Earlier we discussed the computational difficulty of exploring interleavings in program analysis. The theory of Concurrent Separation Logic shows that we can get surprisingly far with purely sequential reasoning; it takes the extreme step of not exploring interleavings at all, instead tracking properties that are true inside and outside of locking. RacerD follows this idea using a simple boolean abstraction to track whether any lock must be held at the time of an access and whether an access must occur on the main thread. This is great for finding bugs with high confidence.
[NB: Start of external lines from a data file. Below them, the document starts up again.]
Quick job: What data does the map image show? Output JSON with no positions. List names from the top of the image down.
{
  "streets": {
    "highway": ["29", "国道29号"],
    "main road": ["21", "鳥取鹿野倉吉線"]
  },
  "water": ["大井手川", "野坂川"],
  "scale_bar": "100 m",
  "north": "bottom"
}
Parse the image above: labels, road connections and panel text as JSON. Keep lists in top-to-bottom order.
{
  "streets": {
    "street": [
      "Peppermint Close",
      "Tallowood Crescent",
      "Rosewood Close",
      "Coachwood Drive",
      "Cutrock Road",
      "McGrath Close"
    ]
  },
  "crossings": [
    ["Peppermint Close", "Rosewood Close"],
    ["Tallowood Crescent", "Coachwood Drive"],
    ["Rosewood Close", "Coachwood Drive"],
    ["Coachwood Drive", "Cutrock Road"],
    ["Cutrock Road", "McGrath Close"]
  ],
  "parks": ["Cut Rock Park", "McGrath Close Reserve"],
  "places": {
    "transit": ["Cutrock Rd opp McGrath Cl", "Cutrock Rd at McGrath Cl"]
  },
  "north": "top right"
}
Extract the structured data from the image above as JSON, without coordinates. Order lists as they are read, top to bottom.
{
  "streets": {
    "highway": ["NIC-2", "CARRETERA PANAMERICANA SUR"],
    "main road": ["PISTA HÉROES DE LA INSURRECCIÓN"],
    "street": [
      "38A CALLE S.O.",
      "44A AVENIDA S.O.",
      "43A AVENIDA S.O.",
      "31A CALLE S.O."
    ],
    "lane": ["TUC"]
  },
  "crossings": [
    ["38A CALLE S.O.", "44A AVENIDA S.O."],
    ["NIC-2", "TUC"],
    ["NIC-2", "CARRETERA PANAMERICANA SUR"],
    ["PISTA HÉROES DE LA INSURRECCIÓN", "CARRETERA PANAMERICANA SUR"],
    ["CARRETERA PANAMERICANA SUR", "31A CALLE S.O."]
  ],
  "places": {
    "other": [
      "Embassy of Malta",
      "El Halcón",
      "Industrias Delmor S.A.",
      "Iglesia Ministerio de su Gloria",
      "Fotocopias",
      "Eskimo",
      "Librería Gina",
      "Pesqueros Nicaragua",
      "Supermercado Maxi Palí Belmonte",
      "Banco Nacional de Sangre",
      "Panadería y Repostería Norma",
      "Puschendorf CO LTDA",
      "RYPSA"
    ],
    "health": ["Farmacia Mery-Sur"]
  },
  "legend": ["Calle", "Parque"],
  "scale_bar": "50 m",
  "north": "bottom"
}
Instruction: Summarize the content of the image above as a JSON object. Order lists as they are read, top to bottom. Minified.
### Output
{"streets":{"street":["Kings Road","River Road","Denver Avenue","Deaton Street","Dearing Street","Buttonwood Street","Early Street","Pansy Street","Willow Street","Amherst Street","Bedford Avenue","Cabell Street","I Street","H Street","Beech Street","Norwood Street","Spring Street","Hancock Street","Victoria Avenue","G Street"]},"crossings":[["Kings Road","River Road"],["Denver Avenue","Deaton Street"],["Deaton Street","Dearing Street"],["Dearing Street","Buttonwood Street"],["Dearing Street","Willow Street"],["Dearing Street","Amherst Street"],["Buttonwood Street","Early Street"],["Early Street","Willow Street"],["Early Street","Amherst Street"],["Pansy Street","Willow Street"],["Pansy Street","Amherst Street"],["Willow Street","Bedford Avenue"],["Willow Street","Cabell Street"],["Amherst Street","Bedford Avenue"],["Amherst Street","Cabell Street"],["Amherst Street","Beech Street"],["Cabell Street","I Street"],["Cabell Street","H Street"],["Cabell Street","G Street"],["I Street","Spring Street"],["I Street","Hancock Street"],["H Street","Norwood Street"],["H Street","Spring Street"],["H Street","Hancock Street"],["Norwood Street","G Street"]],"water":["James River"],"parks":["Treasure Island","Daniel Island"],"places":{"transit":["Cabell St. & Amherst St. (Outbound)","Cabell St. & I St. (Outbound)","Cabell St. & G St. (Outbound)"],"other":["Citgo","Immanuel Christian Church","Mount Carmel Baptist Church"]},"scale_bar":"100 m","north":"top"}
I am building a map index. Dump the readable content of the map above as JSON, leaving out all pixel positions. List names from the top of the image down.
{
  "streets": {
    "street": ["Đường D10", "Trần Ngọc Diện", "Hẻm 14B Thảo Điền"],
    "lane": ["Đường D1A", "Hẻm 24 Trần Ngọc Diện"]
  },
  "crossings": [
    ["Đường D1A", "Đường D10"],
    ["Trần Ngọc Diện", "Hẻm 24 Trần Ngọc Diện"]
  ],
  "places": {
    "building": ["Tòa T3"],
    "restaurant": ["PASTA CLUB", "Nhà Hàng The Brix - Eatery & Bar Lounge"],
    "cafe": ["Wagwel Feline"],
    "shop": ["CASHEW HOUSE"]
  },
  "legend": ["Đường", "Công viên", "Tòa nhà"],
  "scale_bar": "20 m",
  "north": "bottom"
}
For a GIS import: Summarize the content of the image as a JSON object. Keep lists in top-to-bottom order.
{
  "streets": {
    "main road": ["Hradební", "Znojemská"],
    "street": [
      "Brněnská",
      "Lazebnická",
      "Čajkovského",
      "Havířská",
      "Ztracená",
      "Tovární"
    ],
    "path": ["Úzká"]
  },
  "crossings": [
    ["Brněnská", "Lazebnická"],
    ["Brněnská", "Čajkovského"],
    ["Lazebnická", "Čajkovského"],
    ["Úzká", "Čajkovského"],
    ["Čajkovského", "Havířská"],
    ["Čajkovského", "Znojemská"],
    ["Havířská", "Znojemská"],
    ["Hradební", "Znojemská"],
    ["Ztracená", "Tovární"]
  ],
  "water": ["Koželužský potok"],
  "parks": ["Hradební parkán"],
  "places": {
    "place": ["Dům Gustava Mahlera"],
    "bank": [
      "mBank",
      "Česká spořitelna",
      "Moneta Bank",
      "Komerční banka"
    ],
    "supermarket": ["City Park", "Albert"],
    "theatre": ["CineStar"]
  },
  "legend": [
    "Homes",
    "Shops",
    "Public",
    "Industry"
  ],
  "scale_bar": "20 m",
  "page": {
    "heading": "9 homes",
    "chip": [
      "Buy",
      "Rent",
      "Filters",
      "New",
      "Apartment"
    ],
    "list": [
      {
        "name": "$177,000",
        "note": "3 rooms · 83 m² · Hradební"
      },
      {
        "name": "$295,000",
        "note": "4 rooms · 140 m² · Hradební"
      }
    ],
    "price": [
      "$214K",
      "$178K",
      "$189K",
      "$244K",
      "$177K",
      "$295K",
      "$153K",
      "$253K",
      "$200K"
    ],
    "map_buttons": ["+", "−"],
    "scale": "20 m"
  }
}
Precise alias analysis is a classically hard problem even for sequential programs. Because we focus on finding definite races, we can get away without a precise analysis for saying when arbitrary pairs of accesses may alias. But, we employ compositional ownership reasoning that gives us a minimal but important amount of anti-alias information. A cell that is owned can't be accessed from any other thread, and thus cannot be involved in a race. After eliminating accesses to owned cells, we report conflicting accesses between cells with identical syntactic access paths (e.g., x.f.g). This can miss races that can occur via distinct access paths that refer to the same memory, but it vastly simplifies the analysis and lets us focus on finding likely races. (The RacerD documentation contains a fuller list of its limitations.)

RacerD reasoning

To illustrate some of the main features of RacerD's reasoning, we'll share a few examples, starting with threads and locks.

Threads and locks

The first example is motivated by a comment from the file Components.java in the Litho codebase github.com/facebook/litho:

// This [field] is written to only by the main thread with the lock held, read from the main thread with

// no lock held, or read from any other thread with the lock held.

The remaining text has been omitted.